Mandela believed that embracing his rivals was a way of controlling them: they were more dangerous on their own than within his circle of influence. He cherished loyalty, but he was never obsessed by it. It is said that the flip side of being an optimist (something that Mandela and I share) is trusting people too much. Mandela recognises that the way to deal with those he does not trust is to neutralise them with charm — for my part, I just I wish I shared Mandela’s charm as well as his optimism :-)
No. 6 - Appearances matter — and remember to smile
When Mandela was running for the presidency of South Africa in 1994, he knew that symbols mattered as much as substance. He was never a great public speaker, and people often tuned out to what he was saying after the first few minutes. However, it was the iconography that people understood. When he was on a platform, he would always do the toyi-toyi, the township dance that was a symbol of the struggle. Perhaps even more important was Mandela’s dazzling, all-inclusive smile. For white South Africans, the smile symbolised Mandela's lack of bitterness and suggested that he was sympathetic to them. To black voters, it said, ‘I am the happy warrior, and we will triumph’. The ubiquitous ANC election poster was simply Mandela’s smiling face. The smile was the message.

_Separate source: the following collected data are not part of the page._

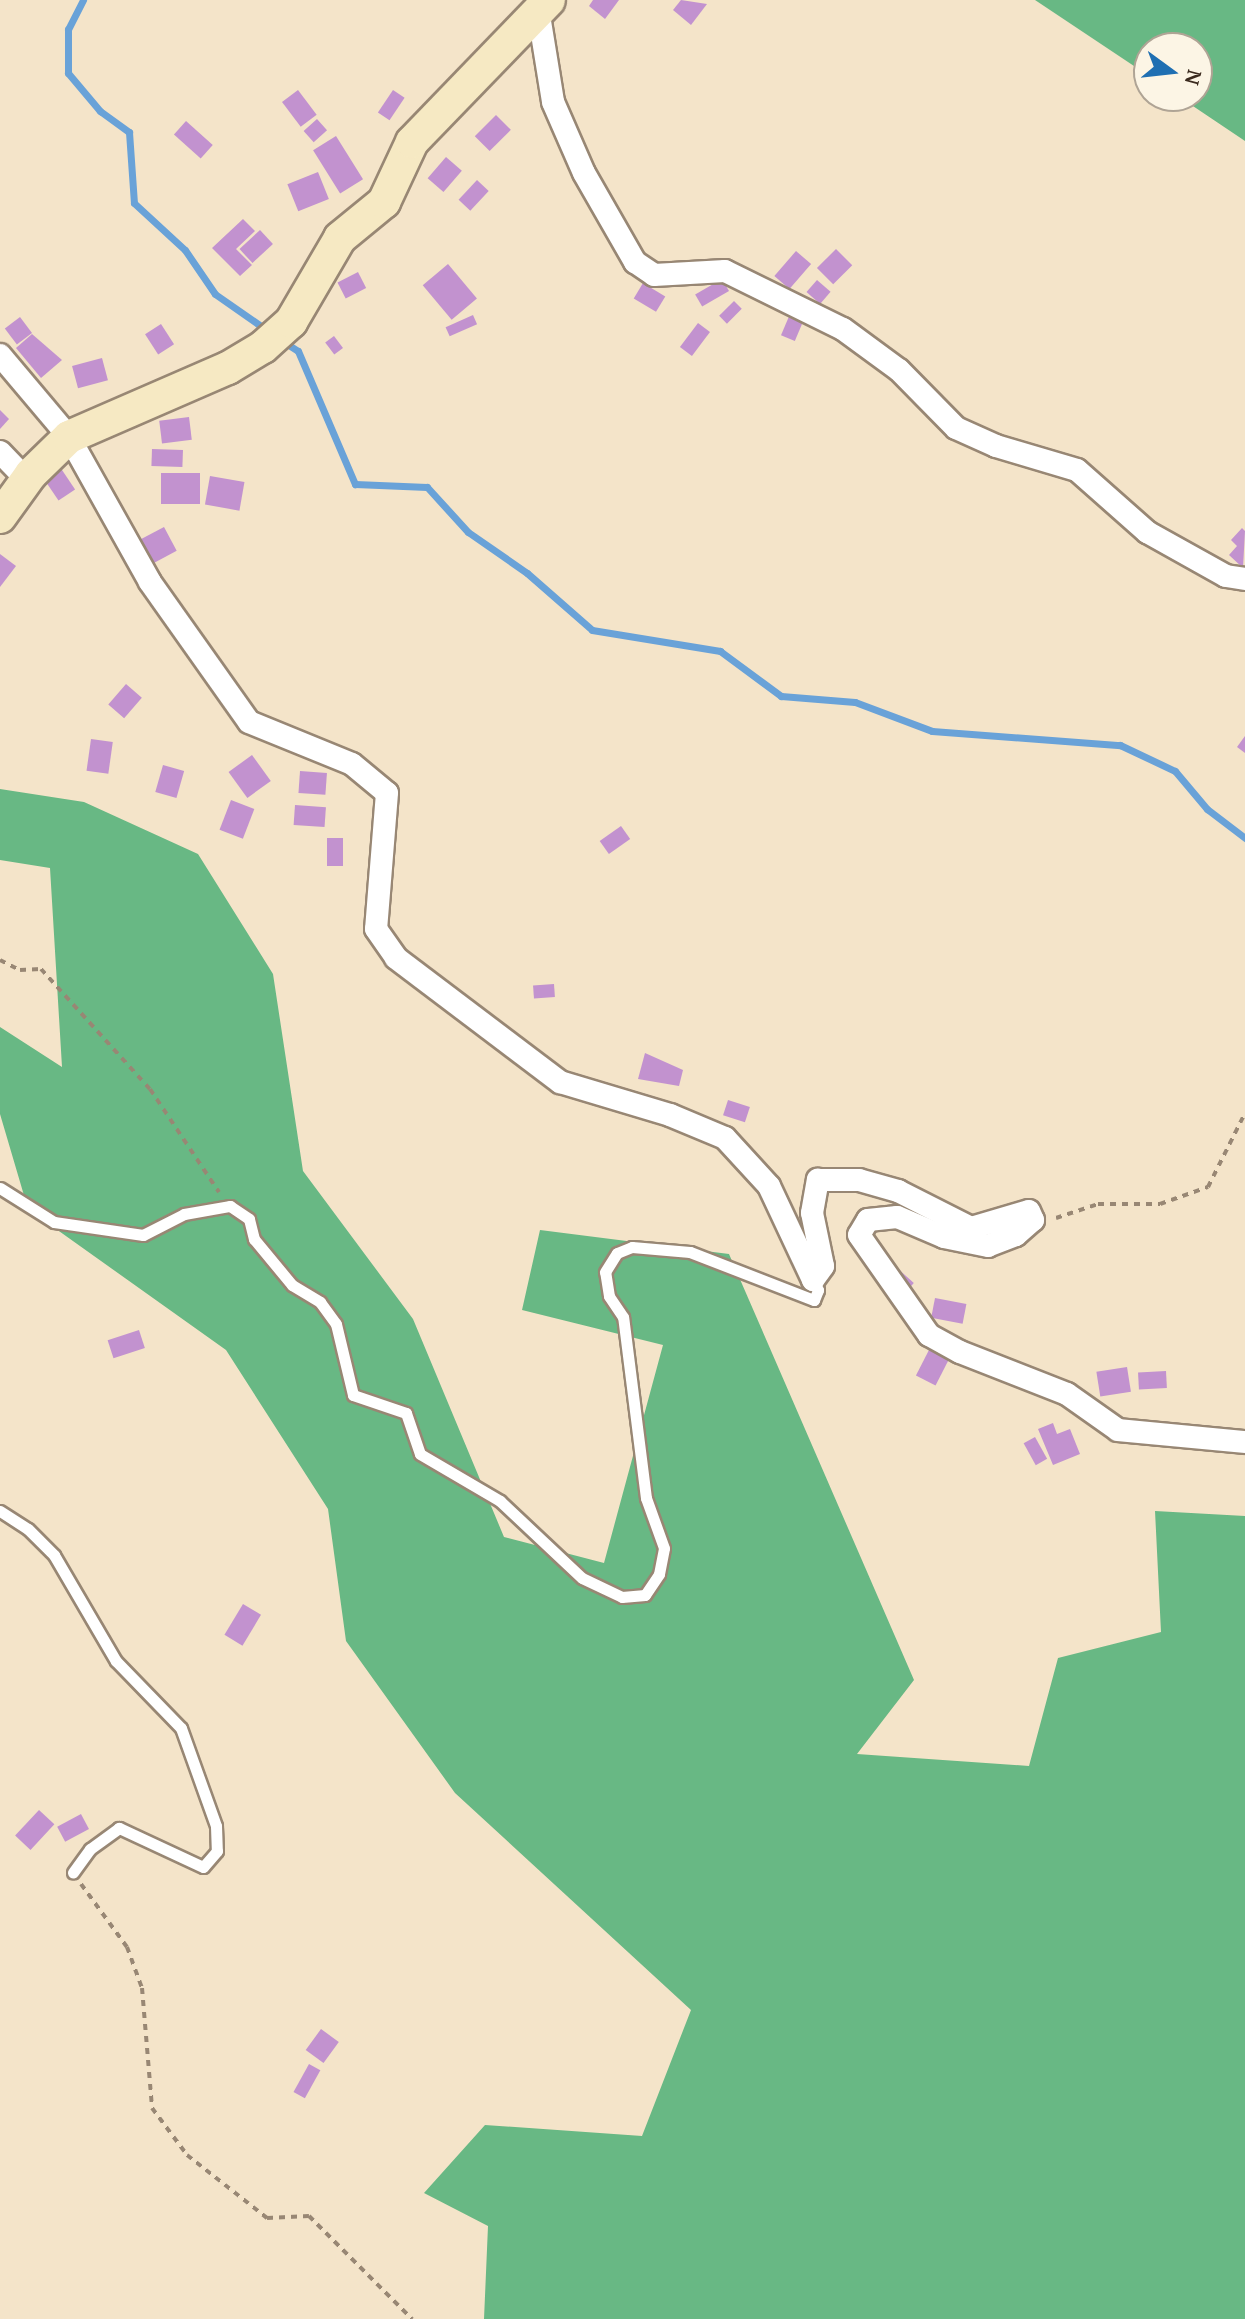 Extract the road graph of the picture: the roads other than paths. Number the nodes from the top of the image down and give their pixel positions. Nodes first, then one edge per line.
1 (544, 4) edge
2 (0, 355) edge
3 (69, 437) junction
4 (0, 452) edge
5 (27, 480) junction
6 (0, 517) edge
7 (1245, 579) edge
8 (0, 1188) edge
9 (813, 1280) junction
10 (1245, 1442) edge
11 (0, 1511) edge
12 (73, 1872) road end

1 - 3 street
1 - 7 street
2 - 3 street
3 - 5 street
3 - 9 street
4 - 5 street
5 - 6 street
8 - 9 lane
9 - 10 street
11 - 12 lane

No. 7- Nothing is black or white
Mandela was once asked: “When you decided to suspend the armed struggle, was it because you realised you did not have the strength to overthrow the government, or because you knew you could win over international opinion by choosing non-violence?” Mandela’s answer was simply, “Why not both?”

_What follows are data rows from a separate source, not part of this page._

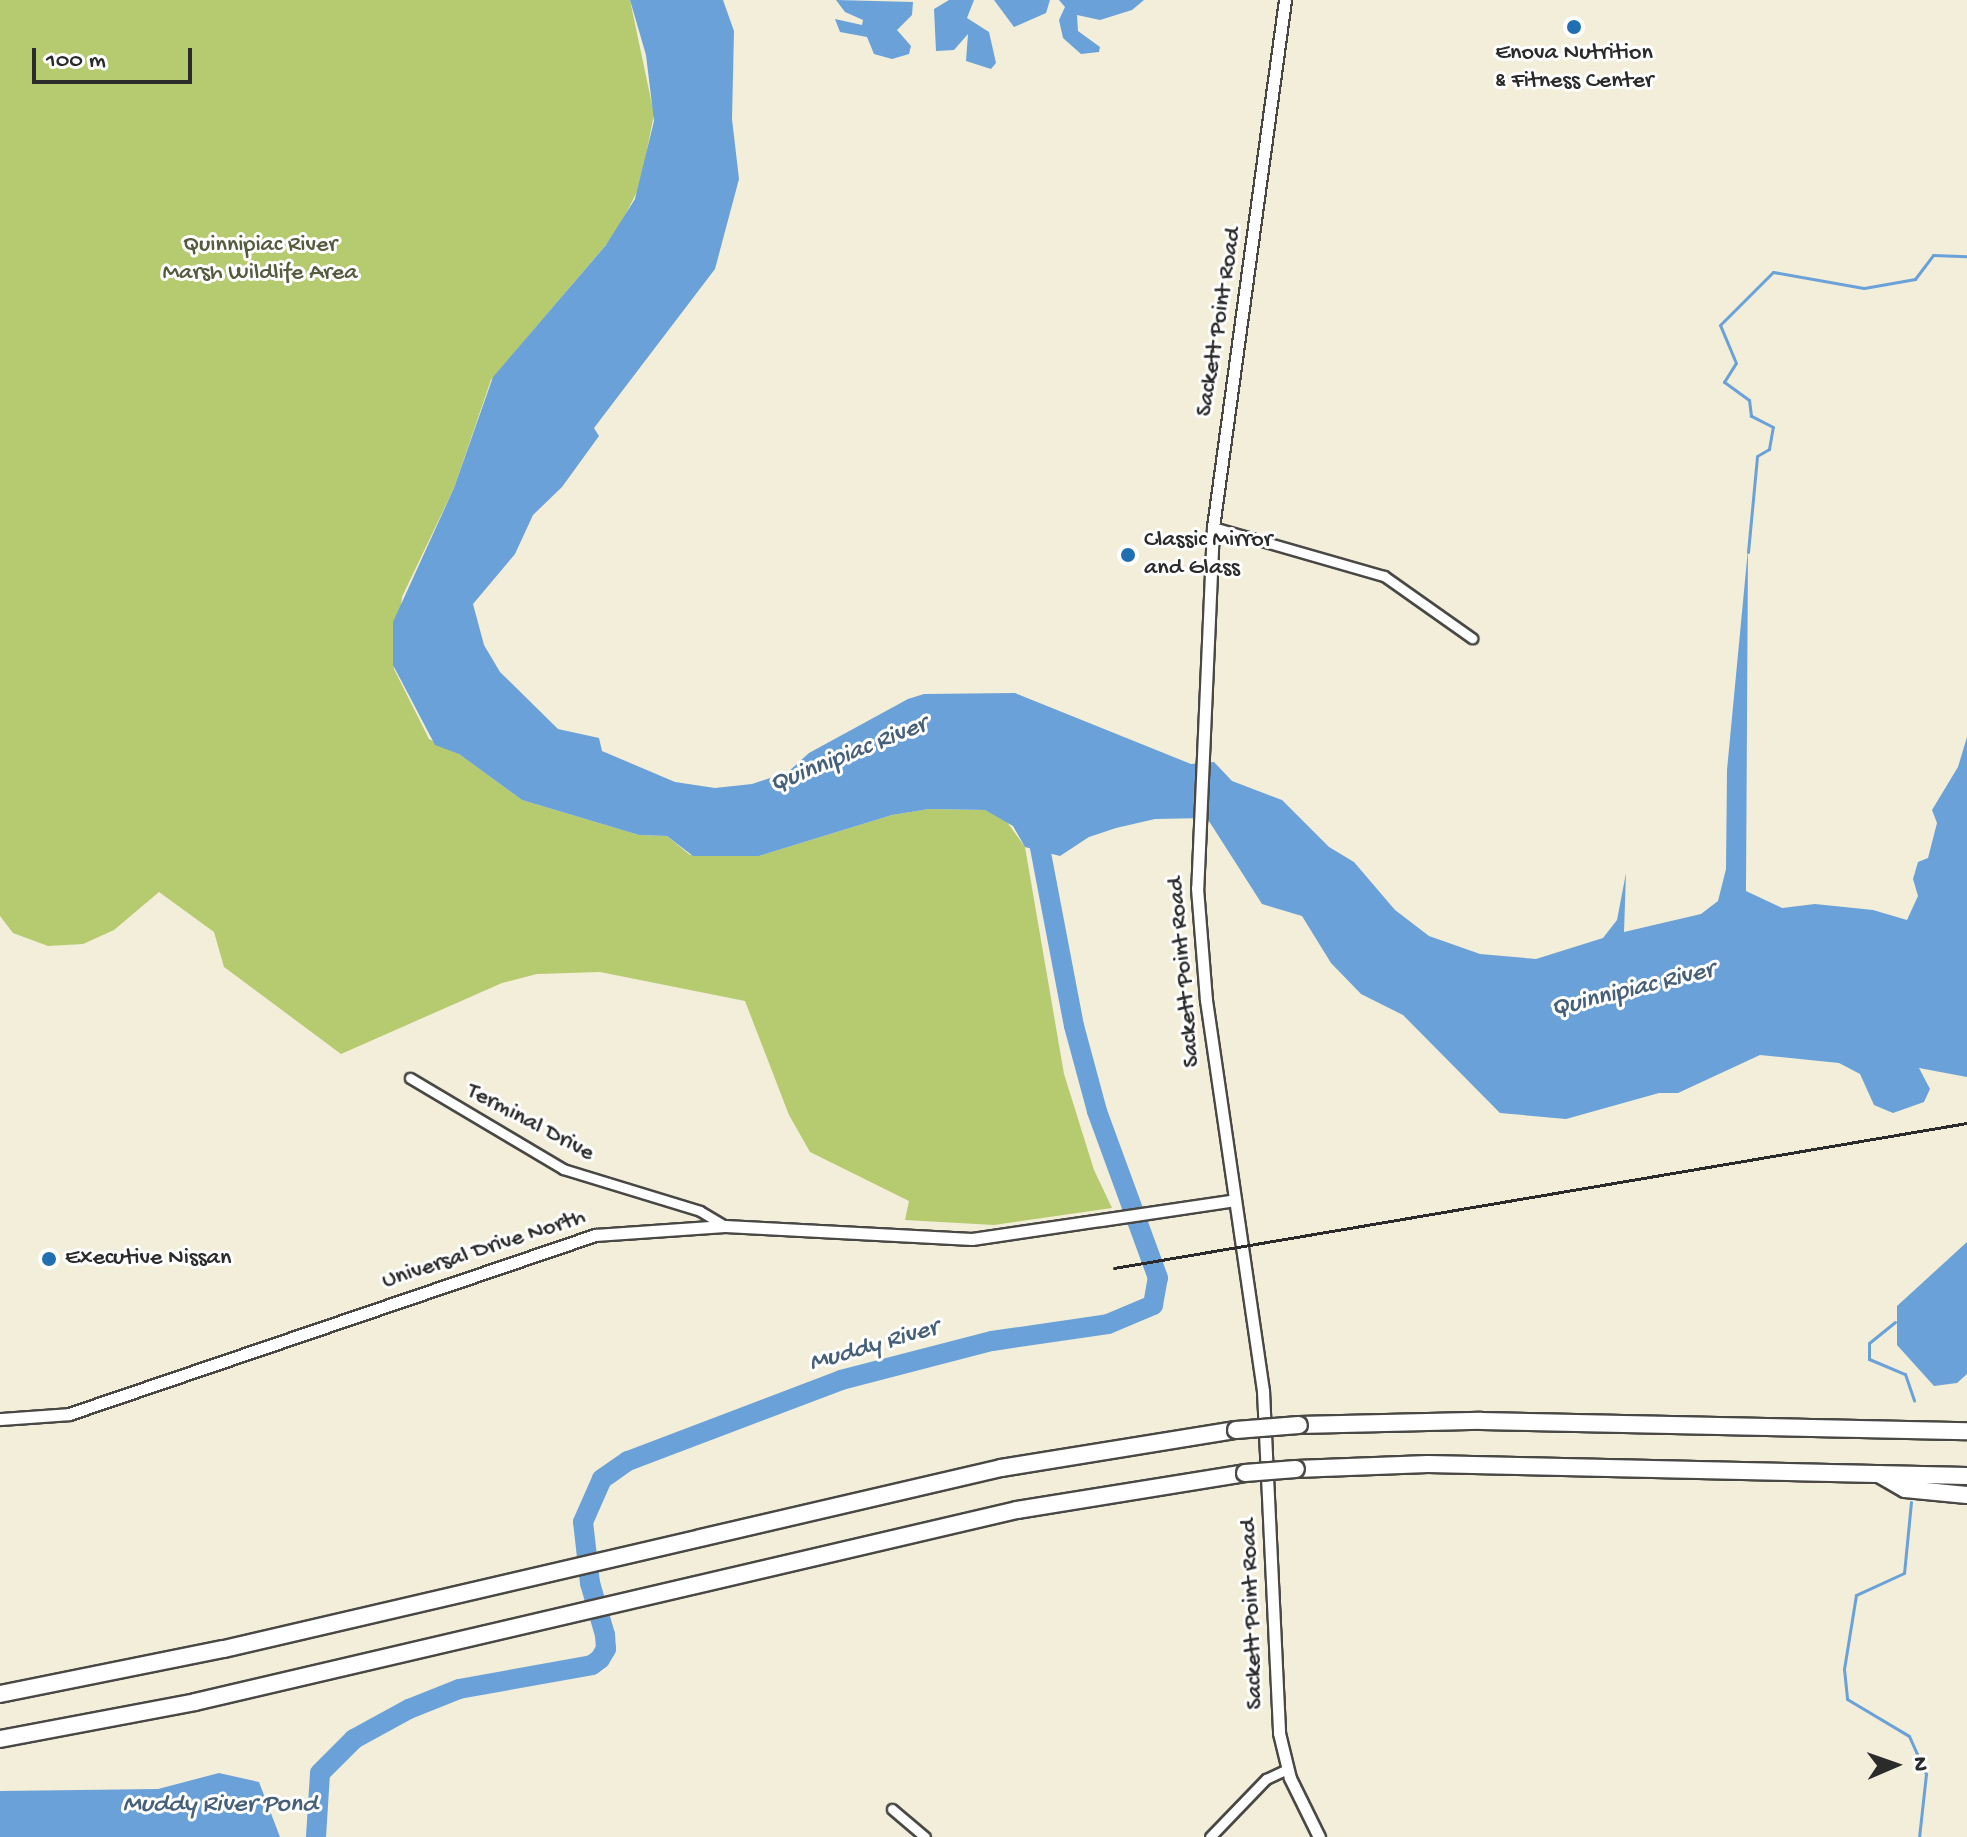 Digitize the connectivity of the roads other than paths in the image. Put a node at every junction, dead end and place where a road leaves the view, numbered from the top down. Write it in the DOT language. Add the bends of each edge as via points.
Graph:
graph roads {
  1 [pos="1285,0"];
  2 [pos="1213,527"];
  3 [pos="1472,638"];
  4 [pos="410,1078"];
  5 [pos="1235,1200"];
  6 [pos="725,1226"];
  7 [pos="0,1419"];
  8 [pos="1967,1431"];
  9 [pos="1879,1474"];
  10 [pos="1967,1476"];
  11 [pos="1967,1495"];
  12 [pos="0,1694"];
  13 [pos="0,1739"];
  14 [pos="1287,1769"];
  15 [pos="892,1809"];
  16 [pos="925,1837"];
  17 [pos="1210,1837"];
  18 [pos="1319,1837"];
  1 -- 2 [label="street, Sackett Point Road"];
  2 -- 3 [label="street" via="1384,576"];
  2 -- 5 [label="street, Sackett Point Road" via="1198,818 1201,960"];
  4 -- 6 [label="street, Terminal Drive" via="563,1169 700,1211"];
  5 -- 6 [label="street, Universal Drive North" via="972,1239"];
  5 -- 14 [label="street, Sackett Point Road" via="1263,1391 1278,1716"];
  6 -- 7 [label="street, Universal Drive North" via="595,1235 69,1414"];
  8 -- 12 [label="highway, bridge" via="1481,1421 1236,1430 1049,1458 162,1663"];
  9 -- 10 [label="highway"];
  9 -- 11 [label="highway" via="1905,1489"];
  9 -- 13 [label="highway, bridge" via="1428,1464 1245,1473 1058,1502 155,1710"];
  14 -- 17 [label="street" via="1266,1779"];
  14 -- 18 [label="street, Sackett Point Road"];
  15 -- 16 [label="street"];
}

Mandela shows us that life does not have to be a simple “either/or”. Decisions are complex, and there are always competing factors. To look for simple explanations is the bias of the human brain, but it doesn’t correspond to reality. Nothing is ever as straightforward as it appears. Leaders need to be comfortable with contradiction.
No. 8 - Quitting is leading too
Knowing how to abandon a failed idea, task or relationship is often the most difficult kind of decision a leader has to make. In many ways, Mandela's greatest legacy as President of South Africa is the way he chose to leave it. When he was elected in 1994, Mandela probably could have pressed to be President for life — and there were many who felt that in return for his years in prison, that was the least South Africa could do. However, Mandela was determined to set a precedent for all who followed him — not only in South Africa but across the rest of Africa. He would be the anti-Mugabe, the man who gave birth to his country and refused to hold it hostage. He said his job was to set the course and not steer the ship. Unlike Mandela, most leaders do not know when to quit or to move on.
Footnote:
I expect that my next blog will be in two weeks from now rather than next Sunday as usual. The reason is that I will be taking a group of students into North Korea from the middle of this week and I will be out of internet contact until I return.
Okay! I managed to write a blog without mentioning that wonderful opening ceremony of the Beijing Olympics, which is all that everyone here in Hong Kong is talking about today - the ceremony and the national pride that derives from the games. It was not easy to write a whole blog without mentioning it ..... oops!